**ASSIGNED TASK:** Print the data that follows word for word, leaving out any picture.

**DATA SUPPLIED:**

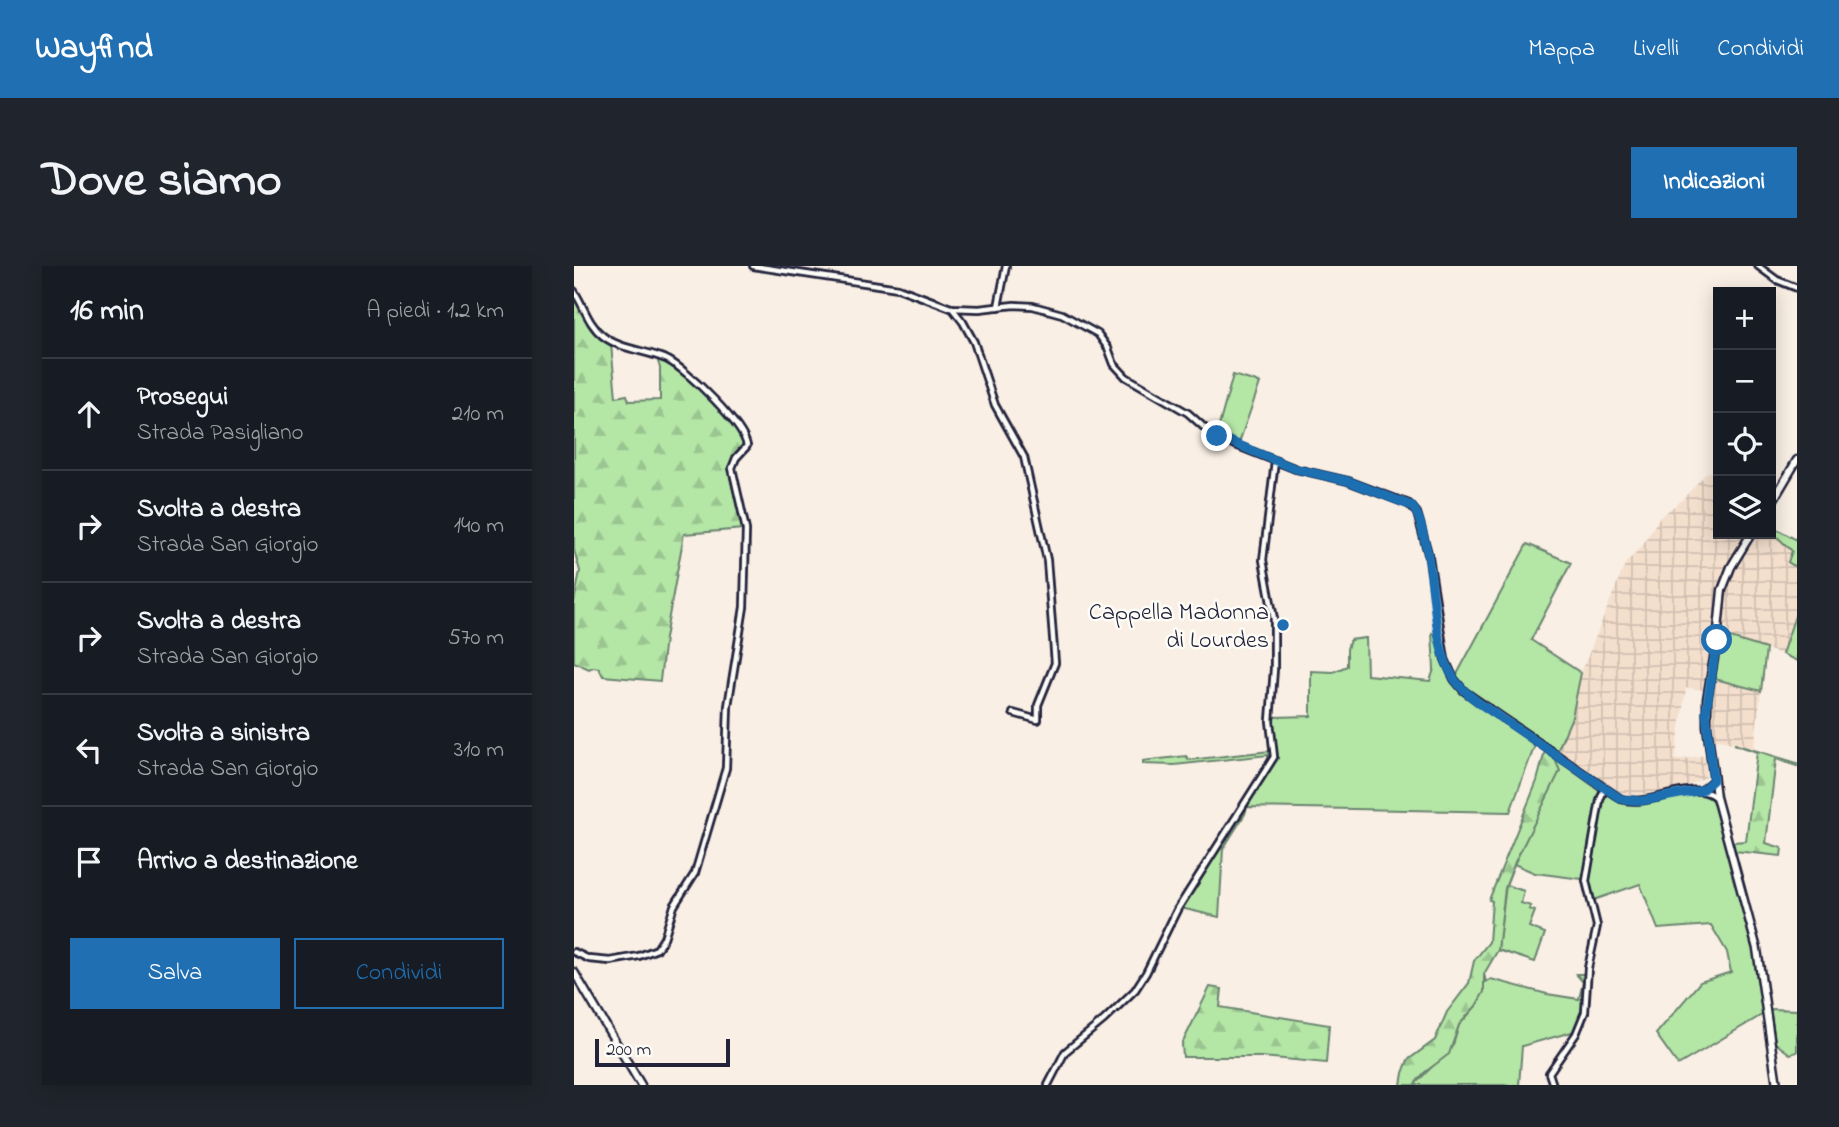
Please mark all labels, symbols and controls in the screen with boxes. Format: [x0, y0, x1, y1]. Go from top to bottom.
text: Wayfind [35, 25, 153, 73]
text: Mappa [1528, 32, 1595, 67]
text: Livelli [1633, 32, 1679, 67]
text: Condividi [1717, 32, 1804, 67]
text: Dove siamo [42, 146, 282, 218]
button: Indicazioni [1631, 147, 1797, 218]
map controls [1713, 287, 1776, 539]
button: + [1713, 287, 1776, 350]
text: 16 min [70, 290, 144, 334]
text: A piedi · 1.2 km [367, 295, 504, 328]
button: − [1713, 350, 1776, 413]
text: Prosegui [137, 379, 228, 417]
icon: ahead [70, 395, 108, 433]
text: 210 m [452, 398, 504, 431]
button: locate [1713, 413, 1776, 476]
text: Strada Pasigliano [137, 417, 304, 450]
route end [1201, 420, 1232, 451]
button: layers [1713, 476, 1776, 539]
text: Svolta a destra [137, 491, 301, 529]
icon: right [70, 507, 108, 545]
text: 140 m [454, 510, 504, 543]
text: Strada San Giorgio [137, 529, 319, 562]
place label: Cappella Madonna di Lourdes [1089, 596, 1269, 659]
text: Svolta a destra [137, 603, 301, 641]
marker: Cappella Madonna di Lourdes [1275, 617, 1291, 633]
icon: right [70, 619, 108, 657]
text: 570 m [448, 622, 504, 655]
route start [1701, 624, 1732, 655]
text: Strada San Giorgio [137, 641, 319, 674]
text: Svolta a sinistra [137, 715, 310, 753]
icon: left [70, 731, 108, 769]
text: 310 m [454, 734, 504, 767]
text: Strada San Giorgio [137, 753, 319, 786]
icon: arrive [70, 843, 108, 881]
text: Arrivo a destinazione [137, 843, 358, 881]
button: Salva [70, 938, 280, 1009]
button: Condividi [294, 938, 504, 1009]
scale bar [595, 1036, 730, 1068]
text: 200 m [606, 1037, 651, 1064]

**RESPONSE FOR THIS EXERCISE:**
Please mark all labels, symbols and controls in the screen with boxes. Format: [x0, y0, x1, y1]. Go from top to bottom.
text: Wayfind [35, 25, 153, 73]
text: Mappa [1528, 32, 1595, 67]
text: Livelli [1633, 32, 1679, 67]
text: Condividi [1717, 32, 1804, 67]
text: Dove siamo [42, 146, 282, 218]
button: Indicazioni [1631, 147, 1797, 218]
map controls [1713, 287, 1776, 539]
button: + [1713, 287, 1776, 350]
text: 16 min [70, 290, 144, 334]
text: A piedi · 1.2 km [367, 295, 504, 328]
button: − [1713, 350, 1776, 413]
text: Prosegui [137, 379, 228, 417]
icon: ahead [70, 395, 108, 433]
text: 210 m [452, 398, 504, 431]
button: locate [1713, 413, 1776, 476]
text: Strada Pasigliano [137, 417, 304, 450]
route end [1201, 420, 1232, 451]
button: layers [1713, 476, 1776, 539]
text: Svolta a destra [137, 491, 301, 529]
icon: right [70, 507, 108, 545]
text: 140 m [454, 510, 504, 543]
text: Strada San Giorgio [137, 529, 319, 562]
place label: Cappella Madonna di Lourdes [1089, 596, 1269, 659]
text: Svolta a destra [137, 603, 301, 641]
marker: Cappella Madonna di Lourdes [1275, 617, 1291, 633]
icon: right [70, 619, 108, 657]
text: 570 m [448, 622, 504, 655]
route start [1701, 624, 1732, 655]
text: Strada San Giorgio [137, 641, 319, 674]
text: Svolta a sinistra [137, 715, 310, 753]
icon: left [70, 731, 108, 769]
text: 310 m [454, 734, 504, 767]
text: Strada San Giorgio [137, 753, 319, 786]
icon: arrive [70, 843, 108, 881]
text: Arrivo a destinazione [137, 843, 358, 881]
button: Salva [70, 938, 280, 1009]
button: Condividi [294, 938, 504, 1009]
scale bar [595, 1036, 730, 1068]
text: 200 m [606, 1037, 651, 1064]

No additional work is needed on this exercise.